Method validation was accomplished through the analysis of synthetic urine and a pool of real urine, each fortified with standard analytes at three different concentrations (low, A; medium, B; high, C) and analyzed in triplicate for 3 days for the determination of precision and accuracy. The fortified concentrations of analytes for method validation were set based on the mLOD and expected concentrations in urine. For 8-PGF2α, 11-PGF2α, 15-PGF2α, 8,15-PGF2α, 8-OHdG, and 8-NdG, the low (A), medium (B), and high (C) fortification levels were 0.1, 1.0, and 10.0 ng mL−1, respectively.
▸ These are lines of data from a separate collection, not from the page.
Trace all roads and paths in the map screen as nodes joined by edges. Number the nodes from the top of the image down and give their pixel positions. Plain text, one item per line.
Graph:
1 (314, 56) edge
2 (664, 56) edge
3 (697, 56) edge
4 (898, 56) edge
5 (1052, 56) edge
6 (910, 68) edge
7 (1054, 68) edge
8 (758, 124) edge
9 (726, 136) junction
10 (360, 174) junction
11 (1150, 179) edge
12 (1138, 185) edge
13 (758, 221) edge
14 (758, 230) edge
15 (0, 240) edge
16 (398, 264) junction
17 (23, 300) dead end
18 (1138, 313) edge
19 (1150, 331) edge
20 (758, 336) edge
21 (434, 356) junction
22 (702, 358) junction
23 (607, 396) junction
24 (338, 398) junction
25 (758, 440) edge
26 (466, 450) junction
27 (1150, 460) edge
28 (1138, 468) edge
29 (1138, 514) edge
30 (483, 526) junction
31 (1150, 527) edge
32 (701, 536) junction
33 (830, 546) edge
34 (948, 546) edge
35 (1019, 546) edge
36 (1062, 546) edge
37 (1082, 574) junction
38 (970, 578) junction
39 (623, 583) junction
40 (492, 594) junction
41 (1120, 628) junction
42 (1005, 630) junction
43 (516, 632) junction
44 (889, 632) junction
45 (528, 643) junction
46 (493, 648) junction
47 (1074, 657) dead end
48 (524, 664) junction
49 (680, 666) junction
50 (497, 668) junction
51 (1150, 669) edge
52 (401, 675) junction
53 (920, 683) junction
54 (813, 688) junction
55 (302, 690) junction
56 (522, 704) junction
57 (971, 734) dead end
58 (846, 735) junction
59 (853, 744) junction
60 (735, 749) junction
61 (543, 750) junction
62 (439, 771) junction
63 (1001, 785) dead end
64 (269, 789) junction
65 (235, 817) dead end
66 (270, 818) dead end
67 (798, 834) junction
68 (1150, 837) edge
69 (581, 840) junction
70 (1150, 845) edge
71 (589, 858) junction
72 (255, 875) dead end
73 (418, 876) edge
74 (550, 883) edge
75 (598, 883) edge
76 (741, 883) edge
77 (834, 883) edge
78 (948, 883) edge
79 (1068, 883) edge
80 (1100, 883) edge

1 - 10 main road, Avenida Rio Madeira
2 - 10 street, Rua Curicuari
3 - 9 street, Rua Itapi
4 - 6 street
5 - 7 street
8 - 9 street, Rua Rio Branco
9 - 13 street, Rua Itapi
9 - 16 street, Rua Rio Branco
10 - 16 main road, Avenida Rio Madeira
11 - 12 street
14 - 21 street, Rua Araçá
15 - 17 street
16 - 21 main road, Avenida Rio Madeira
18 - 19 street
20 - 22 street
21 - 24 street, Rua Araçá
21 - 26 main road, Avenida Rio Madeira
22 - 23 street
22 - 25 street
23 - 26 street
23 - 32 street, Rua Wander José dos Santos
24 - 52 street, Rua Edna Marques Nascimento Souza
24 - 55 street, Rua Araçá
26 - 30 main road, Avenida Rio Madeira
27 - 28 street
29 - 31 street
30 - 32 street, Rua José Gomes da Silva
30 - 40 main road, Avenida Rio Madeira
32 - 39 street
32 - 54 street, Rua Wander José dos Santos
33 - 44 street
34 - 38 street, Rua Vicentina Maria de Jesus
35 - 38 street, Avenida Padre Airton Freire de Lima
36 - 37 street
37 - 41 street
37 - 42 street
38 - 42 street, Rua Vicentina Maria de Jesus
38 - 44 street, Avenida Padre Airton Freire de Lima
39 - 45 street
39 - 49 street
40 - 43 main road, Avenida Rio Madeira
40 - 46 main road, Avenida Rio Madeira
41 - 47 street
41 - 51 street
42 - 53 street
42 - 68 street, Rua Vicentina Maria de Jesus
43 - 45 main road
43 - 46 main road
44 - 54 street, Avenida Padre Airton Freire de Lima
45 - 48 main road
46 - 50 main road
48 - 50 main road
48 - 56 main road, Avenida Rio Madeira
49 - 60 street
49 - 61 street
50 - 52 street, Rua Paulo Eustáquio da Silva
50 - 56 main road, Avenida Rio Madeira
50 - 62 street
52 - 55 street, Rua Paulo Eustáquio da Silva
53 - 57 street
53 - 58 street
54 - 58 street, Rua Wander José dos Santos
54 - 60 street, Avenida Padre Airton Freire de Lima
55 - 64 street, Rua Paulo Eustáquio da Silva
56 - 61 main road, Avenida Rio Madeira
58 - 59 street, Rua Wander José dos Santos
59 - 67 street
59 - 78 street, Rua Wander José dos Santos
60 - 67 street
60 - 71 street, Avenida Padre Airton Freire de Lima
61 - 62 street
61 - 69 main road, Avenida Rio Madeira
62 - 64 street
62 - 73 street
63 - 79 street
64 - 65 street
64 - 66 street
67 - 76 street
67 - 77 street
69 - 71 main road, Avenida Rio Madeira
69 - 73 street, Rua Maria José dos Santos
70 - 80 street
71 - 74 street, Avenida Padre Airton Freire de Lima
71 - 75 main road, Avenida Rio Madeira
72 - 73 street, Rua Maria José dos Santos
For 8-HG, 8-HdG, diY, 8-NG, NY, BY, CY, MDA and HNE-GHS, the fortification levels were A, 0.5 ng mL−1; B, 5.0 ng mL−1; and C, 10.0 ng mL−1; and those for HNE-MA were A, 5.0 ng mL−1; B, 10.0 ng mL−1; and C, 50.0 ng mL−1. The analysis of variance (ANOVA) of the data obtained from three replicate samples analyzed over 3 different days was used to calculate intra-day and inter-day precision (RSD, %) at the three levels. Accuracy was calculated in terms to recovery (%) at the low-medium–high fortification levels. The method validation for linearity (coefficient of determination, R2), sensitivity (mLOD and mLOQ), precision (intra-day and inter-day RSD, %), and accuracy (% recovery) at the three fortification levels (A, B, and C) is shown in Table 3.
Determination of allantoin and creatinine
Due to the high polarity of Alla and Cr, and their high concentrations relative to those of other target analytes in urine, these two biomarkers were determined by following a method described earlier [22].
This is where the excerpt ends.